I want to go over a wee bit of the history. I have in front of me three reports, and I know that more have been done. The March 2013 report says:
“ten years after community planning was given a statutory basis, CPPs are not able to show that they have had a significant impact in delivering improved outcomes”.
It also says that CPPs were not clear about their priorities:
“Too often, everything has seemed to be a priority, meaning that nothing has been a priority.”
It continues:
“there are no consequences for not participating”.
You would have thought that, after that fairly hard-hitting report, the next report would be better. The second report, from November 2014, says:
“There is little evidence that CPP boards are yet demonstrating the levels of leadership and challenge set out in the Statement of Ambition ... many still do not set out the ... improvements CPPs are aiming to achieve.
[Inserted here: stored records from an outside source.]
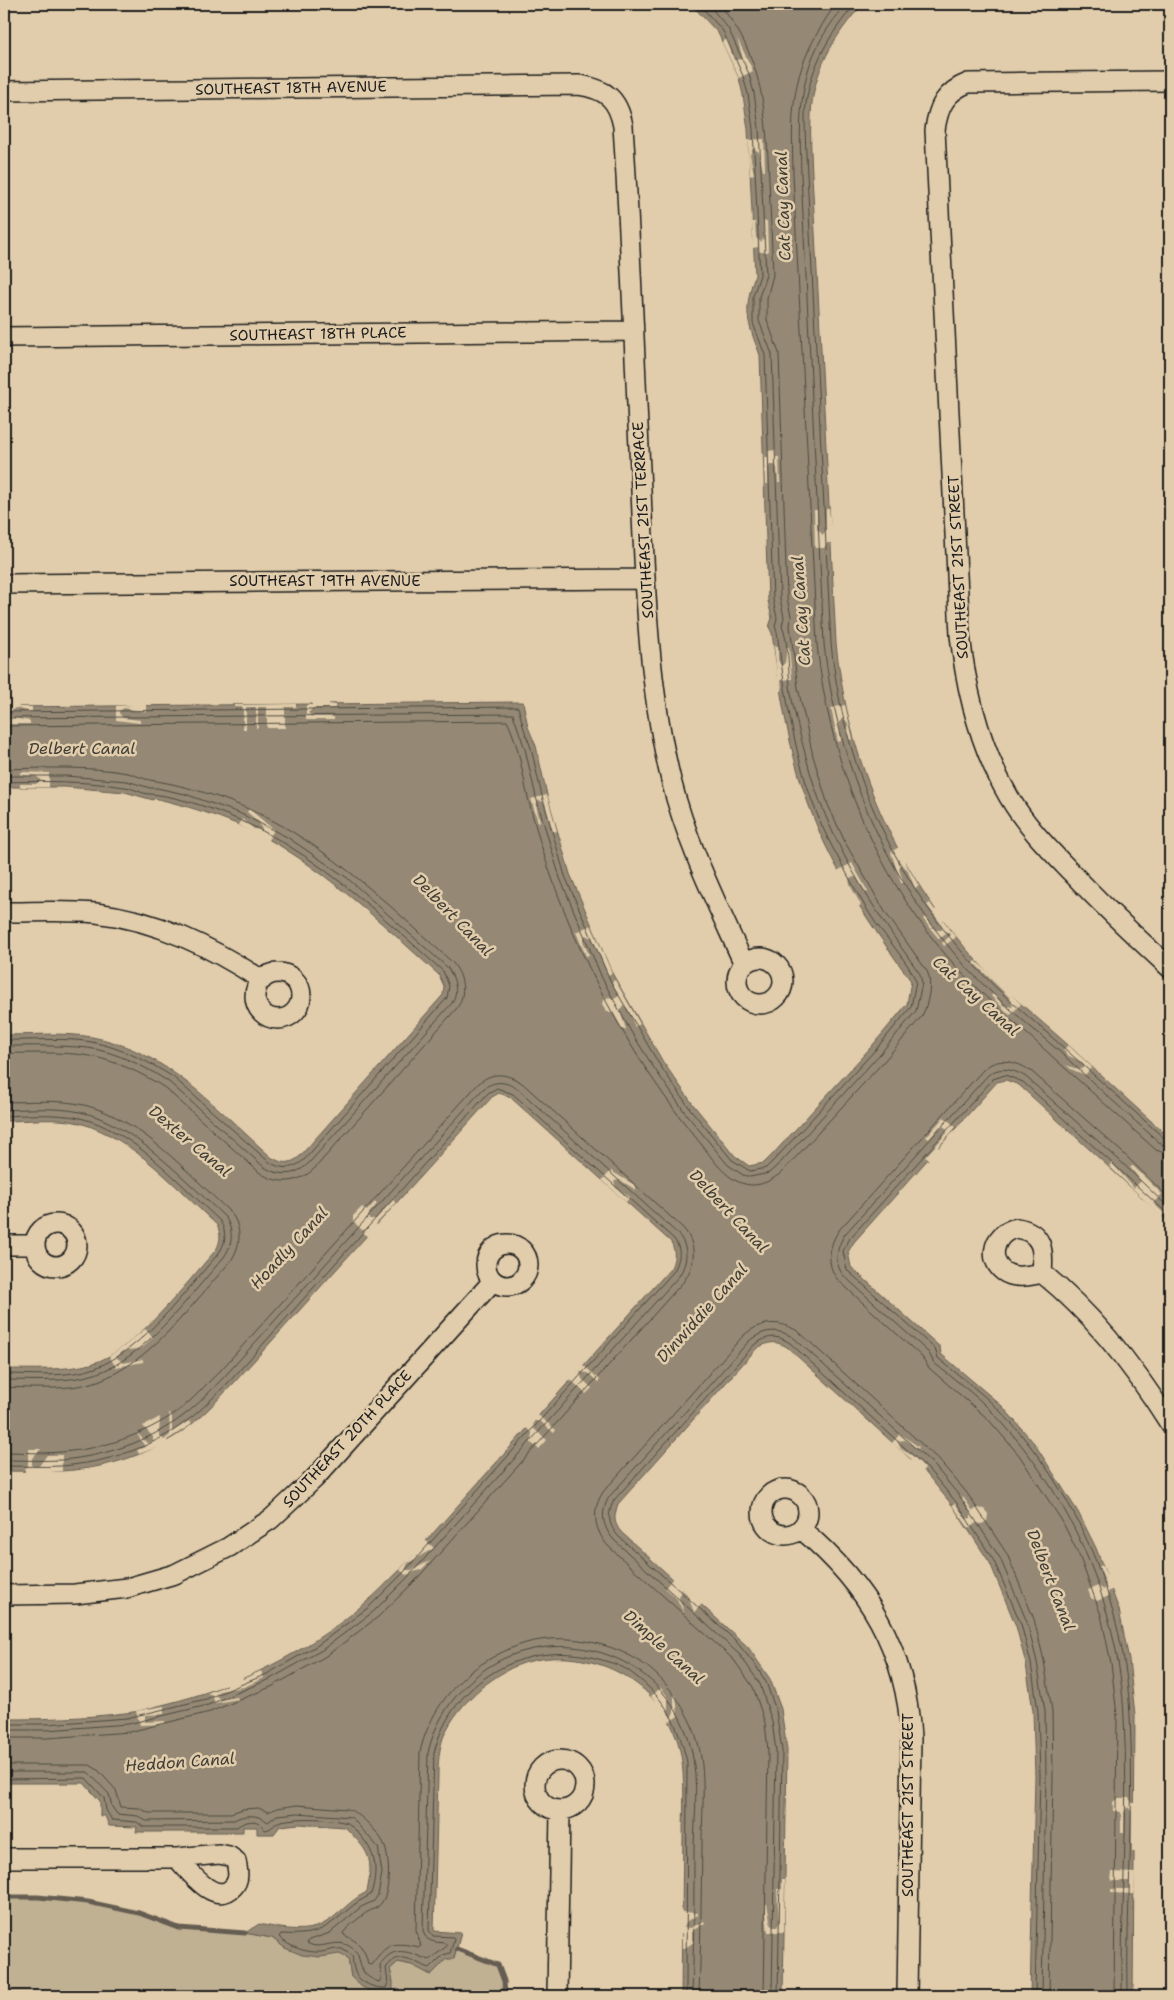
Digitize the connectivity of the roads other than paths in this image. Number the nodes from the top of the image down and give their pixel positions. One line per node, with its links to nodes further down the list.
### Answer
1 (1170, 81): 10 (street, SOUTHEAST 21ST STREET)
2 (579, 85): 3 (street, SOUTHEAST 18TH AVENUE); 4 (street, SOUTHEAST 21ST TERRACE)
3 (4, 91)
4 (633, 331): 5 (street, SOUTHEAST 18TH PLACE); 6 (street, SOUTHEAST 21ST TERRACE)
5 (4, 337)
6 (645, 579): 7 (street, SOUTHEAST 19TH AVENUE); 9 (street, SOUTHEAST 21ST TERRACE)
7 (4, 584)
8 (4, 912): 11 (street)
9 (744, 964)
10 (1170, 968)
11 (262, 980)
12 (35, 1244): 13 (street)
13 (4, 1245)
14 (1042, 1273): 16 (street)
15 (493, 1281): 18 (street, SOUTHEAST 20TH PLACE)
16 (1170, 1424)
17 (801, 1529): 23 (street, SOUTHEAST 21ST STREET)
18 (4, 1595)
19 (560, 1810): 22 (street)
20 (4, 1858): 21 (street)
21 (177, 1858)
22 (557, 1996)
23 (907, 1996)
They ... lack a focus on how community planning will improve outcomes for specific communities and”—
this is so important, especially for this Government—
“reduce the gap in outcomes between the most and least deprived”.
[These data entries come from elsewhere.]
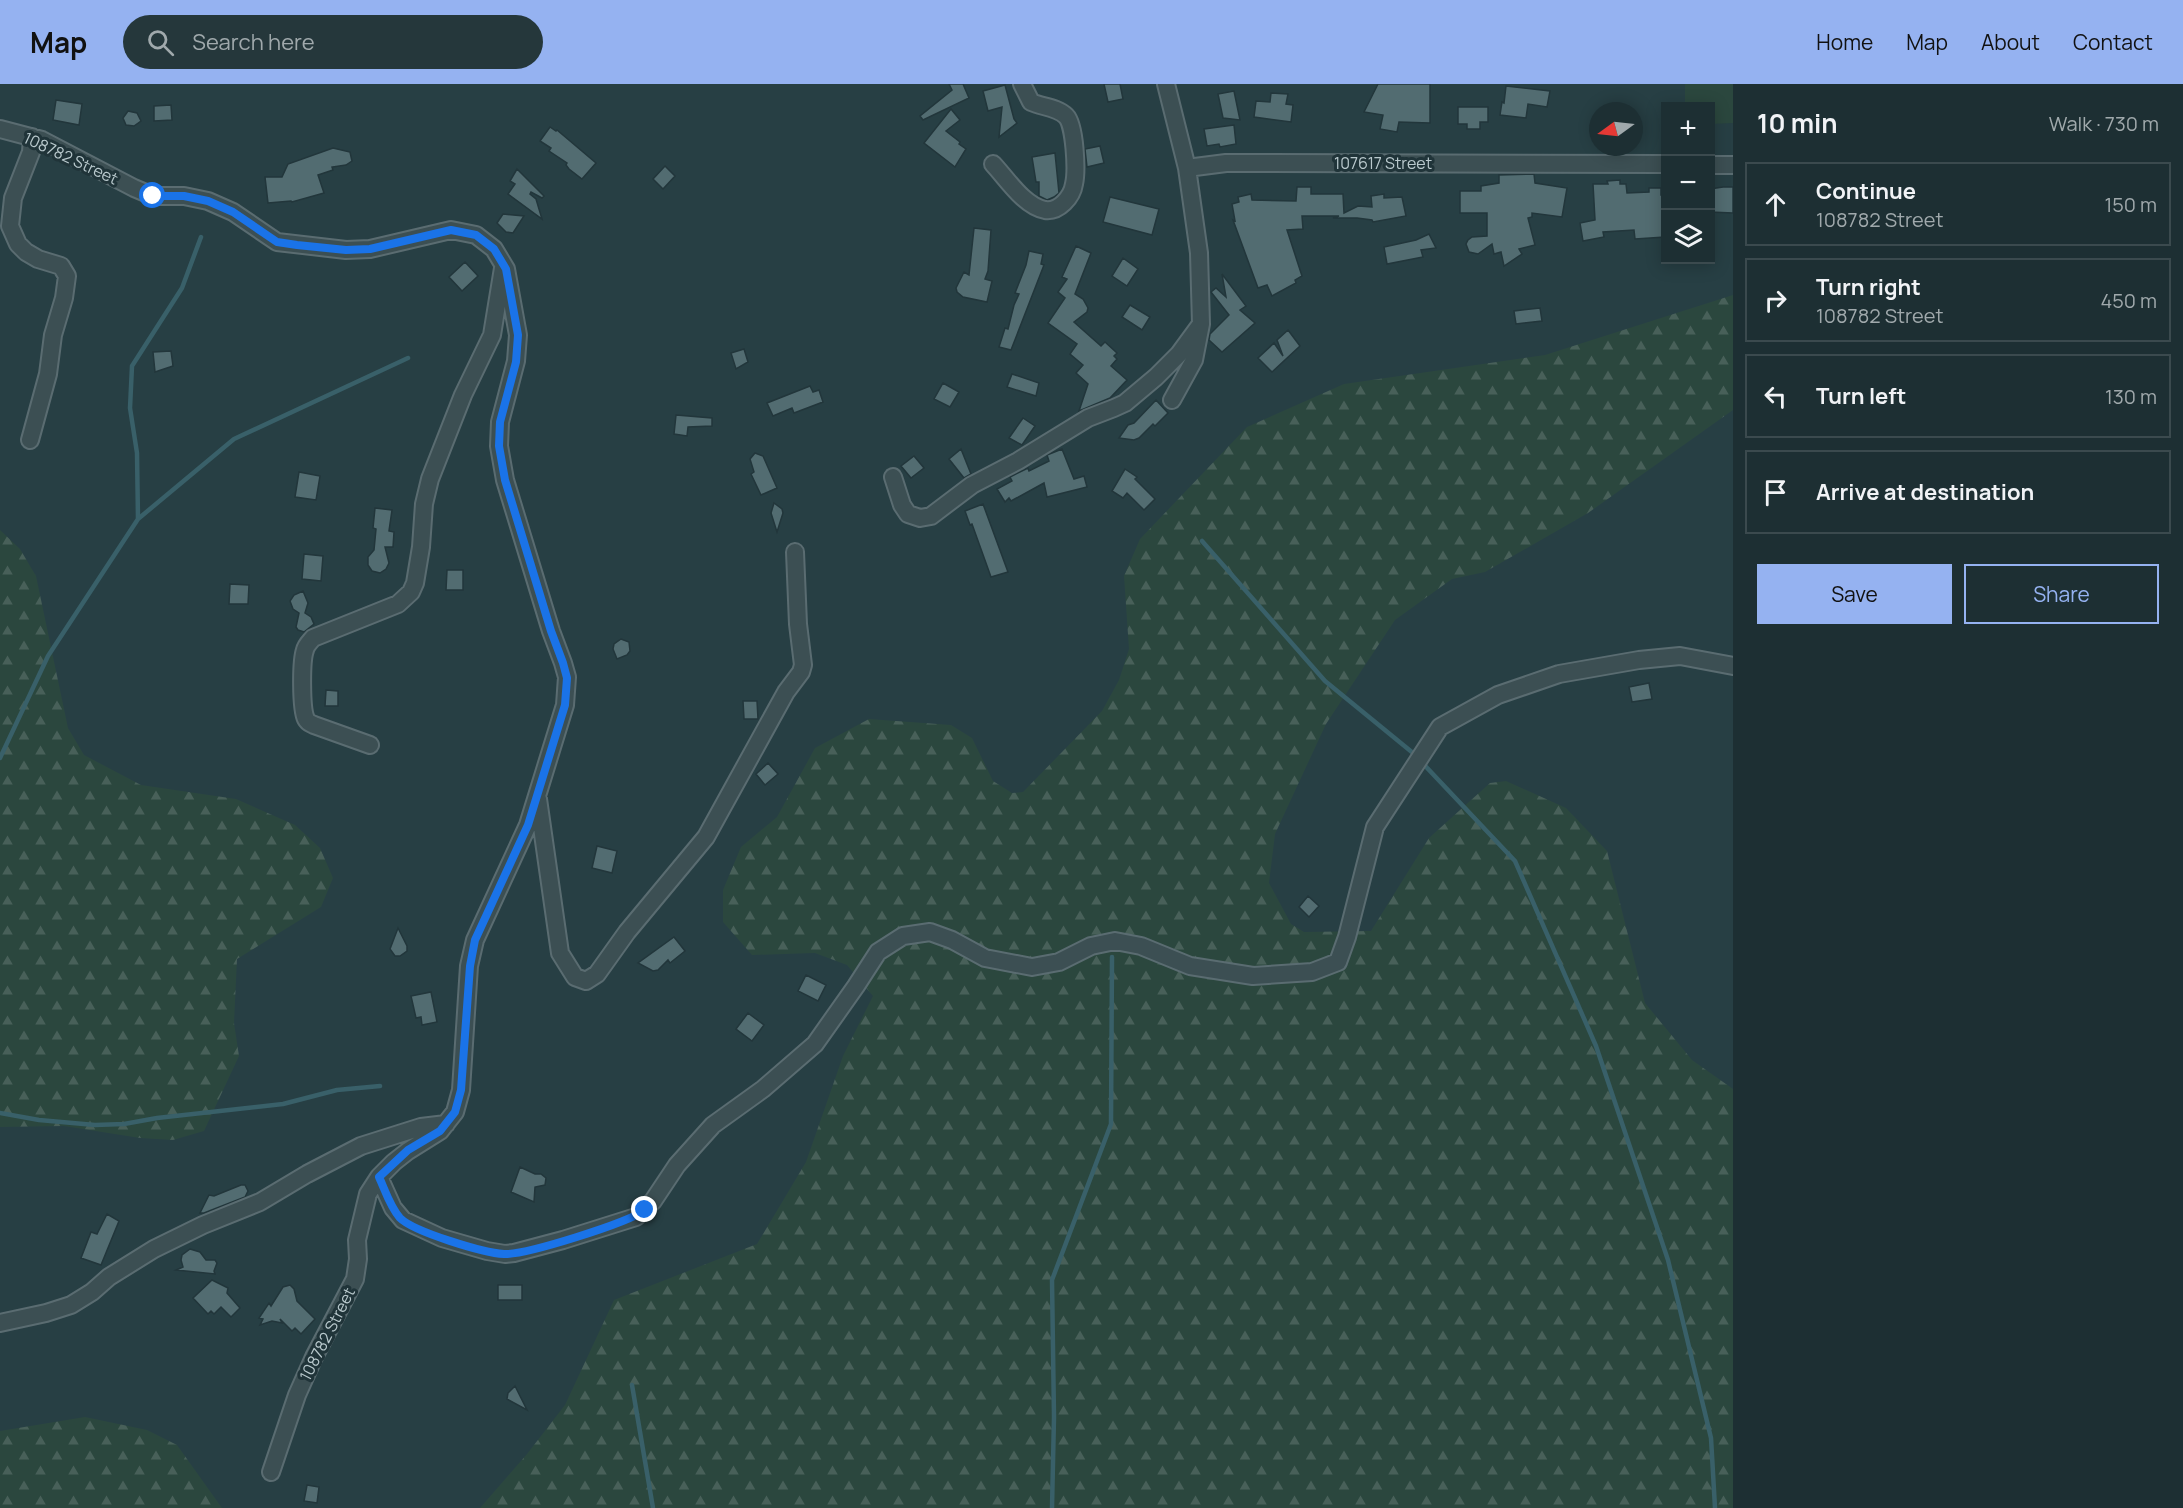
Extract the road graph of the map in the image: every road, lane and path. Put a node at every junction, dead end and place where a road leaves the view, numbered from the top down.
1 (1022, 84) edge
2 (1166, 84) edge
3 (0, 129) edge
4 (32, 137) junction
5 (993, 164) dead end
6 (1661, 164) edge
7 (1715, 165) edge
8 (1733, 165) edge
9 (1187, 168) junction
10 (503, 264) junction
11 (1201, 324) junction
12 (1172, 400) dead end
13 (30, 440) dead end
14 (893, 477) dead end
15 (795, 552) dead end
16 (1733, 666) edge
17 (370, 745) dead end
18 (538, 795) junction
19 (447, 1124) junction
20 (379, 1177) junction
21 (0, 1323) edge
22 (271, 1472) dead end

1 - 5 street
2 - 9 street
3 - 4 street, 108782 Street
4 - 10 street, 108782 Street
4 - 13 street
6 - 9 street, 107617 Street
7 - 8 street
9 - 11 street
10 - 17 street
10 - 18 street, 108782 Street
11 - 12 street
11 - 14 street
15 - 18 street
16 - 20 street
18 - 19 street, 108782 Street
19 - 20 street, 108782 Street
19 - 21 street
20 - 22 street, 108782 Street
My huge concern is that CPPs are not, in any shape or form, tackling inequalities across Scotland.
The third report takes us up to March 2016. Being an optimistic person, I would have thought that, having seen all the problems, people would have addressed them, but we seem to be no further forward.
The third report says that community planning is
“not yet delivering the ambitious changes in the way public services are organised ... that were envisaged in the Statement of Ambition”
and that
“we have yet to see CPP partners sharing, aligning, or redeploying their resources”.
The report also says that “stronger leadership” is required. Paragraph 44 states:
“The failure of the Scottish Government and COSLA to clarify performance expectations of CPPs ... is a significant issue.”
So, 13 years after the introduction of community planning partnerships and—if I may say so, Auditor General—the huge amount of work that Audit Scotland has done on the issue, and the fact that the community planning partnership concept has the support of 129 MSPs, that is a significant failure and it should be laid at the door of the Scottish Government for lack of leadership. Am I right?